[ Pobierz całość w formacie PDF ]

Faith's computer rotated them around to the right angle, and when the proper
time came the engine lit for a thirty-second burn that lowered their orbit to
within eight miles of the surface. They coasted down the long elliptical
track, watching the cratered surface grow closer and closer, until their radar
began picking up return signals and Gregor finally said, "You are go for
powered descent."
Rick pushed "proceed" on the keyboard, and the computer fired the engine
again, slowing them to less than orbital velocity. They were committed now.

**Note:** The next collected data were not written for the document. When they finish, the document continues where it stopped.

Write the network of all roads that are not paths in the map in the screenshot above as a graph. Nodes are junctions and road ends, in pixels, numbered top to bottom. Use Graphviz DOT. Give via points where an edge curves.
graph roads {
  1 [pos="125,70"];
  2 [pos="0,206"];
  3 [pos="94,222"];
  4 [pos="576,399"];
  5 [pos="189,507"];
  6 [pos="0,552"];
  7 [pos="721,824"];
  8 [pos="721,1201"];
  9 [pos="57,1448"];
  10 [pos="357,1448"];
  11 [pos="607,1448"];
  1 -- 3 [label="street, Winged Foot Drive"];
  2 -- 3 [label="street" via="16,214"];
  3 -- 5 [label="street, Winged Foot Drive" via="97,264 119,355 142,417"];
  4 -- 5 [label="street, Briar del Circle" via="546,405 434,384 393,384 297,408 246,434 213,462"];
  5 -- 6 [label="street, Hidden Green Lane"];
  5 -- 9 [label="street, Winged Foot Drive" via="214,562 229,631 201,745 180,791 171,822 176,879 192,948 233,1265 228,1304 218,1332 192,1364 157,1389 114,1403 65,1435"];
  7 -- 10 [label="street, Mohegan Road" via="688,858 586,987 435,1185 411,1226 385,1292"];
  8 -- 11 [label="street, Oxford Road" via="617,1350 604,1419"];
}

Tessa reached out and punched Rick in the shoulder. "Break a leg, buddy," she
said. "It's showtime."
It was indeed. Rick gave her a quick hug, clumsy in the suits but nonetheless
heartfelt, then gave his attention completely to the controls. Their course
was bending rapidly now, curving down toward the surface, which this close to
the pole was a stark pattern of white crater rims holding pools of absolute
blackness. Rick's gloved finger hovered near the sodium inject switch, but he
didn't flip it yet. He didn't know how much he had, and he wanted to save it
for the actual landing.
Tessa called out their altitude, dropping rapidly at first, then slower and
slower, until at six hundred feet they were only falling at twenty feet per
second. Five seconds later she whispered, "Low gate," and Rick rocked the
controller in his hand, switching out the computer.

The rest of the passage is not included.